En el tintero, tiene algunos proyectos sin materializar. Dos secuelas: Más relatos más salvajes, que transcurre en Argentina, y Planeta salvaje, más globalista. El Extranjero, una saga de sci-fi maximalista que ideó a los 17 años y que ya cuenta con casi un decenio de escritura. Little Bee, un western en inglés, y La pareja perfecta, una comedia romántica particular. Y una serie de títulos que jamás había revelado y comparte en exclusiva a ROLLING STONE: Delirium tremens, Mi primer infarto, Llena tu cabeza de rock, La droga de la verdad.
Lo que esos nombres dejan entrever es que, con 47 años, Damián Szifron sigue animándose a los géneros y a la imaginación. Quizás ahí esté su mayor insurrección: abrazar, sin tapujos, lo fantástico y lo clásico en un mundo que va a contracorriente de todo eso, seguir acortando la brecha entre el arte popular y el arte elevado.
“Los dispositivos narrativos o recursos visuales en mi caso no suelen ser tan premeditados. Trato de sentirme lo más liviano posible. Si este plano va en cámara lenta o invertido o si acá el foco no se pone donde tradicionalmente iría según el manual es porque me asaltan imágenes de ese tipo y las dejo fluir, sabiendo que significan algo. En el tipo de cine que más me impactó nunca se ve el firulete, la virtud que tienen los directores que más me gustan es que ponen la historia por encima y por delante de ellos, siempre pensando que es más importante que el recurso pirotécnico y notorio. Yo valoro eso. Ni siquiera es una apuesta al clasicismo. Es un amor al clasicismo, porque permite que las ideas viajen mejor y sin hacer tanto ruido. A veces, tengo la sensación de que vivimos en un mundo que exige algo raro, nuevo, de vanguardia. Esa presión muchas veces puede confundir, sobre todo porque es bastante más fácil hacer ese tipo de cosas que contar una historia donde el director no se nota, y contarla bien. Vos podés escribir un libro con palabras que sólo incluyen la vocal ‘e’ y lo vas a poder hacer y va a llamar la atención y hacer ruido, pero mucho más difícil es escribir una novela de Conrad”.
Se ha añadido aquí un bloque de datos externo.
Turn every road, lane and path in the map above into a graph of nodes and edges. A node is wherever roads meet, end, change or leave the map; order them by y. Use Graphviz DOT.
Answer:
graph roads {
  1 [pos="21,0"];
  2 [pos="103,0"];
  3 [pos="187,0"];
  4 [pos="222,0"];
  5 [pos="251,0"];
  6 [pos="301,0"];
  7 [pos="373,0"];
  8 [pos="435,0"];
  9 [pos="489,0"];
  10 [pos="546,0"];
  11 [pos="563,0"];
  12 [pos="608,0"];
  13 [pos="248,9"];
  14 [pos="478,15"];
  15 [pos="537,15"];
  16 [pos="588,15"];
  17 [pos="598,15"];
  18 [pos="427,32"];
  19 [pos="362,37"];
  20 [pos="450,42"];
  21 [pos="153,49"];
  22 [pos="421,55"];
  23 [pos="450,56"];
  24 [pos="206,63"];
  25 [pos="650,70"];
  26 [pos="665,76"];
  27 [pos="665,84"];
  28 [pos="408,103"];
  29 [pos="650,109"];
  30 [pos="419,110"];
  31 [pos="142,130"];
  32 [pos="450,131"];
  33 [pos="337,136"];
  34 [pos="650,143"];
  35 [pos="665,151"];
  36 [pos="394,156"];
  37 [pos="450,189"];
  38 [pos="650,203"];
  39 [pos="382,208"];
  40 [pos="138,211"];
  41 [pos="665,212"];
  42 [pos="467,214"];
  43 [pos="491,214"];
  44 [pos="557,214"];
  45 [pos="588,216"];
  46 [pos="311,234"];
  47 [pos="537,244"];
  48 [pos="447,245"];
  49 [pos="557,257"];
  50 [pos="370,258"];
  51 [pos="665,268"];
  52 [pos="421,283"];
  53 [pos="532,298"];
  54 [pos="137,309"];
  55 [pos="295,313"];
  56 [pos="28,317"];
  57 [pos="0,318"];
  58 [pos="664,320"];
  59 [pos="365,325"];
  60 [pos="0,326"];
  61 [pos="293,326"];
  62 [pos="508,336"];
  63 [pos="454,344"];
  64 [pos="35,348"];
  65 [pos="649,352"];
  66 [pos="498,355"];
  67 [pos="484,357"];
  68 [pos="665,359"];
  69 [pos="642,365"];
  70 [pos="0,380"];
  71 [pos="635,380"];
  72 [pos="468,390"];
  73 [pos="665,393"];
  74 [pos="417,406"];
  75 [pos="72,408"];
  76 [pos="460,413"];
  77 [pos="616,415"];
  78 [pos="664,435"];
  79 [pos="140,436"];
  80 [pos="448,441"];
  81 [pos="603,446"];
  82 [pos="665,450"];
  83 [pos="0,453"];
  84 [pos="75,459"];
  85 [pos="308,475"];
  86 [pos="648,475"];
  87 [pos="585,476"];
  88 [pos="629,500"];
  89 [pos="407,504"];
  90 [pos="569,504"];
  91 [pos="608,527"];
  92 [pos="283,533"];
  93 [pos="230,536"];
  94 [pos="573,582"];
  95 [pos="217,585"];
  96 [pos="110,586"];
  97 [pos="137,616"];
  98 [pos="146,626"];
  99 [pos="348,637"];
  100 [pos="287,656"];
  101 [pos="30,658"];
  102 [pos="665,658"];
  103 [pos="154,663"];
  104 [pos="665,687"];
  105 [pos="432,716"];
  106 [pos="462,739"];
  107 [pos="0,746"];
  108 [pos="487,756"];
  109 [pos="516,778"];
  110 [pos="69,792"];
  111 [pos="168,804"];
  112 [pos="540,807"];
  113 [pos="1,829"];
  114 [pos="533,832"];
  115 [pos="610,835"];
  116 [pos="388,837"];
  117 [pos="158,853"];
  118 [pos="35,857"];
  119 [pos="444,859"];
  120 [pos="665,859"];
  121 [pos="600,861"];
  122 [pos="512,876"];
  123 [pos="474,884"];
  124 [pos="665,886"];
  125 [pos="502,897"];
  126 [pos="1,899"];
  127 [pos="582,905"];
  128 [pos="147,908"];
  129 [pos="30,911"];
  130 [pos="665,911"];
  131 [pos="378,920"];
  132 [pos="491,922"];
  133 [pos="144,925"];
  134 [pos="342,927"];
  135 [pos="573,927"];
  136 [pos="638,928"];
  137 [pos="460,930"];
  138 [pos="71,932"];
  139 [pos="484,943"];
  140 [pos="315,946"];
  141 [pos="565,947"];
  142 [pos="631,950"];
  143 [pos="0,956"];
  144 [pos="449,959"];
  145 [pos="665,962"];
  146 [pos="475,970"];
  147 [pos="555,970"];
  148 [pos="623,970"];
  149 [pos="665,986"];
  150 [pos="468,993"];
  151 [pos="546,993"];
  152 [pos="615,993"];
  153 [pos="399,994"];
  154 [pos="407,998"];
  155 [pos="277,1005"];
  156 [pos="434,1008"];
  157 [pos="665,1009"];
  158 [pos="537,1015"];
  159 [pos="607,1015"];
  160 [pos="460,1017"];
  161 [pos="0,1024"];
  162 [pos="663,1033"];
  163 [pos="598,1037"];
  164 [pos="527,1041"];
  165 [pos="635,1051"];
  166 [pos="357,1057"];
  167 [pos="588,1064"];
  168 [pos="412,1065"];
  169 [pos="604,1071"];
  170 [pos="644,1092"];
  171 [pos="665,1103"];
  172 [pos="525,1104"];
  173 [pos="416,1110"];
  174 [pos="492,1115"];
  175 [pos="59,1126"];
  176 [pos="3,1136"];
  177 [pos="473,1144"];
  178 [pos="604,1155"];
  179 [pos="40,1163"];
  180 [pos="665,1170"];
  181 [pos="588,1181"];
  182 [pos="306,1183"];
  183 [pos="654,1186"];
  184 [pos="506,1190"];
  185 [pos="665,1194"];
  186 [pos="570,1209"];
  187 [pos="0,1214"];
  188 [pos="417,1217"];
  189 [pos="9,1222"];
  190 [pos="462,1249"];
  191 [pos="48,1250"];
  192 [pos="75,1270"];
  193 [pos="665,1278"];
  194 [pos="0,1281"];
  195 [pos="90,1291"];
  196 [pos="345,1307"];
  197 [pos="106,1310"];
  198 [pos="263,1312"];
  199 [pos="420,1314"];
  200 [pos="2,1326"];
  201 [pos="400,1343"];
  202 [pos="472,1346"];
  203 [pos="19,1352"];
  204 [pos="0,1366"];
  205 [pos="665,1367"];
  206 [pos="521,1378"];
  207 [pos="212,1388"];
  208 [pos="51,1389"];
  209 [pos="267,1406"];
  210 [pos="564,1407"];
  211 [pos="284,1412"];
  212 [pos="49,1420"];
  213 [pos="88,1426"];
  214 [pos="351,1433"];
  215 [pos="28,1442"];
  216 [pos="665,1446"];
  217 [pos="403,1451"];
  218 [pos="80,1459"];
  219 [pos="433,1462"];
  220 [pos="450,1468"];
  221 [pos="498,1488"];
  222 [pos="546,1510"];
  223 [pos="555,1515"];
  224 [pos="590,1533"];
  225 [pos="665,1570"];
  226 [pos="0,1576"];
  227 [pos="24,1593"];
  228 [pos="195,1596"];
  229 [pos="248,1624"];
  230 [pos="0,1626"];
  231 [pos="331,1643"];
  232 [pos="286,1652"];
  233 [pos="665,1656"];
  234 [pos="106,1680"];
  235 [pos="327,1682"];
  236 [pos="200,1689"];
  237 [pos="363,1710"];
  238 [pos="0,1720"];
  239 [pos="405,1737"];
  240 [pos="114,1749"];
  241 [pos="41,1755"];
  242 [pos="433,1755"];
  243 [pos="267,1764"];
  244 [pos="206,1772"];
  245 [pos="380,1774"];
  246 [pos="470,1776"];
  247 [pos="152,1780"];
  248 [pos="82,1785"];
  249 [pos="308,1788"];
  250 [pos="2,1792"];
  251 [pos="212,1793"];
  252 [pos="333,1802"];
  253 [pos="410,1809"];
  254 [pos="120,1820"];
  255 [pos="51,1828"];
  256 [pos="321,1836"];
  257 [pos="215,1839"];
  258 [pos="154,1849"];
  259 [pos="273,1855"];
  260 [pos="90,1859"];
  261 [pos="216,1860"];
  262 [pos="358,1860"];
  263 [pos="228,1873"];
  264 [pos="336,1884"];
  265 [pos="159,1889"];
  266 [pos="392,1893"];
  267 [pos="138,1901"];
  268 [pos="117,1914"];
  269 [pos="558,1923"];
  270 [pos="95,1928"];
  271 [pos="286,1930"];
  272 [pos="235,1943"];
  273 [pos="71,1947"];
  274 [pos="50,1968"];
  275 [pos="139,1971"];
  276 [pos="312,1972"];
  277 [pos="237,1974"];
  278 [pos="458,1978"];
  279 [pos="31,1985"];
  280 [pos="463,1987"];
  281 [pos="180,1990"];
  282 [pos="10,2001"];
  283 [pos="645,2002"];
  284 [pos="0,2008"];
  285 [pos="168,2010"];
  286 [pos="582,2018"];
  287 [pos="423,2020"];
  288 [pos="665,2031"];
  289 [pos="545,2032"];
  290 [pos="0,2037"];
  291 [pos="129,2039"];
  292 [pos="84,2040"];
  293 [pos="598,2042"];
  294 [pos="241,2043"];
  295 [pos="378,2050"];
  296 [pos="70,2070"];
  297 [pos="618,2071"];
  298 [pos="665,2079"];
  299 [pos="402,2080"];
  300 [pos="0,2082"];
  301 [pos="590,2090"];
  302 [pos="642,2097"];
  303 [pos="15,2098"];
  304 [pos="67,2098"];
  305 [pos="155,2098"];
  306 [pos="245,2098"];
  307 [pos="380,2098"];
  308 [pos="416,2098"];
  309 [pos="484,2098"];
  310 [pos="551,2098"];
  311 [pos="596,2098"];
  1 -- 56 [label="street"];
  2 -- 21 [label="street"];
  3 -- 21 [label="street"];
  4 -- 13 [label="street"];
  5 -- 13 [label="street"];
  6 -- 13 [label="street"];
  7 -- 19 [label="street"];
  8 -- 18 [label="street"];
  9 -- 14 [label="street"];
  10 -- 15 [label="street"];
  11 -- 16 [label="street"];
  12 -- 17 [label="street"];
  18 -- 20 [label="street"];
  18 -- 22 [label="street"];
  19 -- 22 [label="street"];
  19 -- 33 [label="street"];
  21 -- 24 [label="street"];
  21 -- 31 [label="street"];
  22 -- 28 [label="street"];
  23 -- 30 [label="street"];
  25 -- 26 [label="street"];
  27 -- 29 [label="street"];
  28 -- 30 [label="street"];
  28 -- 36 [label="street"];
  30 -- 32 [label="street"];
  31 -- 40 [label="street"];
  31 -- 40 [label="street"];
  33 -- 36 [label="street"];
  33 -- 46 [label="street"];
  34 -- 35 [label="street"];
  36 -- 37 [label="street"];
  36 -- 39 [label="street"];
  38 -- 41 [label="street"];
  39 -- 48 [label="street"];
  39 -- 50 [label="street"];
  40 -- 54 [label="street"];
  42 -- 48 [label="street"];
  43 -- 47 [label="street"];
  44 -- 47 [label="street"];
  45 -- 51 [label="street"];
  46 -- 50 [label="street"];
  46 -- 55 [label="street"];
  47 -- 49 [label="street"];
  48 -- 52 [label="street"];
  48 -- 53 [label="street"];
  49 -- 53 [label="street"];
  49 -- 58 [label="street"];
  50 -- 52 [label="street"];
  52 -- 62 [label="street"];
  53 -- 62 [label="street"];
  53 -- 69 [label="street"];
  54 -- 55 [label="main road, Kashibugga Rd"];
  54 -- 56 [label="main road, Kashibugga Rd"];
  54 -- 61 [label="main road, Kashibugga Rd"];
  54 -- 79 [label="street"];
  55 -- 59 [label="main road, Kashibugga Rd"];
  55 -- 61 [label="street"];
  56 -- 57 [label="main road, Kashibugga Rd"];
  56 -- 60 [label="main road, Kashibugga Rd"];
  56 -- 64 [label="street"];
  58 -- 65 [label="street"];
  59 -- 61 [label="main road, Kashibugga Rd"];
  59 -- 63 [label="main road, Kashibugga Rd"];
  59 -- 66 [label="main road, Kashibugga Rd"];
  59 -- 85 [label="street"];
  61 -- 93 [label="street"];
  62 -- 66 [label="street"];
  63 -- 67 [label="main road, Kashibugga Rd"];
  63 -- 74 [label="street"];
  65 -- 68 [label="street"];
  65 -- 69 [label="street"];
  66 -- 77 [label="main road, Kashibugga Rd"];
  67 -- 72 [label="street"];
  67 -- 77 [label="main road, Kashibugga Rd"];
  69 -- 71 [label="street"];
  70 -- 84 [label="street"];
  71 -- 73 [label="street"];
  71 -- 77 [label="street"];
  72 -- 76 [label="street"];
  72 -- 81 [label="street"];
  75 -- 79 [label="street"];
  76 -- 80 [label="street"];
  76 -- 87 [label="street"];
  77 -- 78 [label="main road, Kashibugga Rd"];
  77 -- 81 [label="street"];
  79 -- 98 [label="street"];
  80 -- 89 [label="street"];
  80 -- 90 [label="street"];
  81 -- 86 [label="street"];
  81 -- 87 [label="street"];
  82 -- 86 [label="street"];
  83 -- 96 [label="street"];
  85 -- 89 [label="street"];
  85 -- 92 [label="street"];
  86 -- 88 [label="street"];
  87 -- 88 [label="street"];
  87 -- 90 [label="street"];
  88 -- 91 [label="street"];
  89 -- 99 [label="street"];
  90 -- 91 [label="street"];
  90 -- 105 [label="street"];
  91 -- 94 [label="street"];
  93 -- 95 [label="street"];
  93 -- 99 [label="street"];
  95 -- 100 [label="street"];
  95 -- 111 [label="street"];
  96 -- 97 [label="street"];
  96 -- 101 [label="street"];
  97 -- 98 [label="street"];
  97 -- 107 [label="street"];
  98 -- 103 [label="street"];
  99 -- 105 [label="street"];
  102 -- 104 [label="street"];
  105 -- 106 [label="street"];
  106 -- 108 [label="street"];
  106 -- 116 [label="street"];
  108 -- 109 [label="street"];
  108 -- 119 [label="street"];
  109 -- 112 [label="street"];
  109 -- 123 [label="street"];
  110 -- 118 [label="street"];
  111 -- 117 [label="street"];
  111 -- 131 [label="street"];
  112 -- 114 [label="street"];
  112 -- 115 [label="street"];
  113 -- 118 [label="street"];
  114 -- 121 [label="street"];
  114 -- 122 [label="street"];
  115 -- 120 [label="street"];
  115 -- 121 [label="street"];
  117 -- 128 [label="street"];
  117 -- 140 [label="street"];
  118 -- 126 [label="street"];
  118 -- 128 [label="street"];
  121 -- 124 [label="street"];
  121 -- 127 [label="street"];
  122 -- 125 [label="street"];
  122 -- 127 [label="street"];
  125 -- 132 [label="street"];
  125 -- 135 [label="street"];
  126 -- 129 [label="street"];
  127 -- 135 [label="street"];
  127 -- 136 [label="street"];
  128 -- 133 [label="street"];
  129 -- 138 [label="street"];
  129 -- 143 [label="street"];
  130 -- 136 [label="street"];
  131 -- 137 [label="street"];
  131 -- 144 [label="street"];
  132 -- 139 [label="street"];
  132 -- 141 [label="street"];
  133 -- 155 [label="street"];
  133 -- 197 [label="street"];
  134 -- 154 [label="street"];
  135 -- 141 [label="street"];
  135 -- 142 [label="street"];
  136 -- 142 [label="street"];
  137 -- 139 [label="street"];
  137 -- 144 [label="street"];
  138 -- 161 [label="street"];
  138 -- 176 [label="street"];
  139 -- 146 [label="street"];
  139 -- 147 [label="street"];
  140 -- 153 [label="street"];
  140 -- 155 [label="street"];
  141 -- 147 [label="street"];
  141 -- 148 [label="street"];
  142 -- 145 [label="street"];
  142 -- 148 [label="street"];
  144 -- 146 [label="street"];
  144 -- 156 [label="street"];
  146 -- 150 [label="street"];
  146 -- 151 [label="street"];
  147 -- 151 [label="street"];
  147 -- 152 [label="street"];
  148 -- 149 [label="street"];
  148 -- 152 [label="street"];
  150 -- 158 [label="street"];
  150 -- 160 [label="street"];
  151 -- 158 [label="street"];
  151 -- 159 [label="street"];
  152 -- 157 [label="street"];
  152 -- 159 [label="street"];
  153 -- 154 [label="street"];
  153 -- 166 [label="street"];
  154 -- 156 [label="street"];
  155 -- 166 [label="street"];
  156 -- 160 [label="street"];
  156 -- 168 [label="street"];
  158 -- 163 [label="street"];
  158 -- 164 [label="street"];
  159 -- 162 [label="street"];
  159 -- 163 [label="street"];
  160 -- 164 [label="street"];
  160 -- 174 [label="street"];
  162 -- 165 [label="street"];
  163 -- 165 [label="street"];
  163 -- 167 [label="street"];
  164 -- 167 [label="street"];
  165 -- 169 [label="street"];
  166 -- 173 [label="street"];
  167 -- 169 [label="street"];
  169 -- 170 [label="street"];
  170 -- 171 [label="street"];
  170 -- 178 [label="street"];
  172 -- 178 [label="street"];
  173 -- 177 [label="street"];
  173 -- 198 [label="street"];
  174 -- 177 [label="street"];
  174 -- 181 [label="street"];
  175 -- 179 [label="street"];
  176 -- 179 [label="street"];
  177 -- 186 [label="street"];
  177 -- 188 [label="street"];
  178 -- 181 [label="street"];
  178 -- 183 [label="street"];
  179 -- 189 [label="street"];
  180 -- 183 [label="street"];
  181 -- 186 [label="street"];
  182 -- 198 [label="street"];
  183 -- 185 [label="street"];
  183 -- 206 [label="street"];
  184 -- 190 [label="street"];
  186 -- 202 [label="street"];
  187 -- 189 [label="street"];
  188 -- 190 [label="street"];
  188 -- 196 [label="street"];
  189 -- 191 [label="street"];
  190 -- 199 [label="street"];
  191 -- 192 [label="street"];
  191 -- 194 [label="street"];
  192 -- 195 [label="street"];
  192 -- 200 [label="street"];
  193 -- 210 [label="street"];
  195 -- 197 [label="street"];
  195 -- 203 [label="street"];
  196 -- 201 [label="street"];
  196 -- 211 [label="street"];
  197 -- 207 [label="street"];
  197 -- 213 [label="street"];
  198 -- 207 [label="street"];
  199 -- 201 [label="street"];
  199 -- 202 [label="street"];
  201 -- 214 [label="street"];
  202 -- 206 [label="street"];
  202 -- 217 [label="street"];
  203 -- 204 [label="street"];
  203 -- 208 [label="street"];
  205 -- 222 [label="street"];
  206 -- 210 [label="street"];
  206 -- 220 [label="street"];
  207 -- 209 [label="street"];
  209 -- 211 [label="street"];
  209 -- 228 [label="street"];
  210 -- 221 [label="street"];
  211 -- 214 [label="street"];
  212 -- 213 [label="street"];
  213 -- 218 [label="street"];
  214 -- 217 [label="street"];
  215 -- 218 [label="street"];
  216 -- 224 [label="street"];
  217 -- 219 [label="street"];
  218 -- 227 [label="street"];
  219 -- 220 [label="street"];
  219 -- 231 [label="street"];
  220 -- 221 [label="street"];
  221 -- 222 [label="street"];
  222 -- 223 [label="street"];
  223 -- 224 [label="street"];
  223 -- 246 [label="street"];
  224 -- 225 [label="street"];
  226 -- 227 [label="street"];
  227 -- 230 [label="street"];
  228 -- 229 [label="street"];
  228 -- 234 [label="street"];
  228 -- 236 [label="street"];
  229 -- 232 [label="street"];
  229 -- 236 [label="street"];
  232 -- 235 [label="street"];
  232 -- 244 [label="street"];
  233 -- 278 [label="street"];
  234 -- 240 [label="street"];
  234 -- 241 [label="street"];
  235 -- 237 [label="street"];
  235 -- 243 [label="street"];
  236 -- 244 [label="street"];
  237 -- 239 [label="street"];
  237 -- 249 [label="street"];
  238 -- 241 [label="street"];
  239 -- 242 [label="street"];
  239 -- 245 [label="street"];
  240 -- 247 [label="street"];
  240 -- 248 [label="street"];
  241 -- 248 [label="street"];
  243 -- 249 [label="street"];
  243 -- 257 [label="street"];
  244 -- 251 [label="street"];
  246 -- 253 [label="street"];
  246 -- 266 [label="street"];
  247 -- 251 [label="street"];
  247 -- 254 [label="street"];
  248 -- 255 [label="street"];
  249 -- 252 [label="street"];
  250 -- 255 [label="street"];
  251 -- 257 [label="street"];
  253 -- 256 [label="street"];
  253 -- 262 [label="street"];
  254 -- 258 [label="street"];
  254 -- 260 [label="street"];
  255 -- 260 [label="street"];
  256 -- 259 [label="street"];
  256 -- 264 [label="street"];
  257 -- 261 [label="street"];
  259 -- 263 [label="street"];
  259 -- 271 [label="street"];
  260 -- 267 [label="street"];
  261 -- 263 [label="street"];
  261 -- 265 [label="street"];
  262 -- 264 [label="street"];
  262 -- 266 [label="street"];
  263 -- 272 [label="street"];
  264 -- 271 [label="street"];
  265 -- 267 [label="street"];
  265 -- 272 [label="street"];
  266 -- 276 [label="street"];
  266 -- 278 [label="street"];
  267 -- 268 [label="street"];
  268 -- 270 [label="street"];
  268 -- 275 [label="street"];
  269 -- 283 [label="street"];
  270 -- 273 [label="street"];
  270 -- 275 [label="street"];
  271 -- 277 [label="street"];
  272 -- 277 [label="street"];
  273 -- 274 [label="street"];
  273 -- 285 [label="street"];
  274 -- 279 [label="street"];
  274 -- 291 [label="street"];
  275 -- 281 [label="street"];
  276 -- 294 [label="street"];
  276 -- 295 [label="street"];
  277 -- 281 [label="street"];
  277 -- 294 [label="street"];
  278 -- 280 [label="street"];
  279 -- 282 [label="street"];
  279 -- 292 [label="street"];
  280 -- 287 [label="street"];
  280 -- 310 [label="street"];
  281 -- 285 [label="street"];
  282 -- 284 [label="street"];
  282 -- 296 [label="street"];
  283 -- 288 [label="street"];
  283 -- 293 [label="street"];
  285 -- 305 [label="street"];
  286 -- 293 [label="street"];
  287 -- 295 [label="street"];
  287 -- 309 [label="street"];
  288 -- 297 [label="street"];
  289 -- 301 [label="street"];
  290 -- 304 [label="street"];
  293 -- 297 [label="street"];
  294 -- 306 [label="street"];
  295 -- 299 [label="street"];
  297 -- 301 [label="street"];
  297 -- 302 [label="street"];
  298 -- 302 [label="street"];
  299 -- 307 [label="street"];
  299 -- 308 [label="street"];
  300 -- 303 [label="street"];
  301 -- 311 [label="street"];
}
“Siempre estoy tratando de hacer lo mejor que puedo para que la visión que se configuró llegue con la menor cantidad de interferencia posible. Todo el trabajo para mí se trata de crear el mejor puente entre un autor y una audiencia. Es una historia de amor, y como en toda historia de amor, son muy importantes las dos partes. Hay autores y estudios que se consagran a la audiencia y lo único que quieren es complacer, tienen una relación casi masoquista donde la audiencia tiene el poder. Del otro lado, hay autores que hacen lo contrario, un acto onanista de egoísmo total donde no importa si llega o no llega, si se entiende o no se entiende. A mí me importan las dos cosas. No sacrifico lo que quiero contar, pero tengo en cuenta al otro. Hay espacio en la experiencia de una obra para que las dos partes se sientan libres”.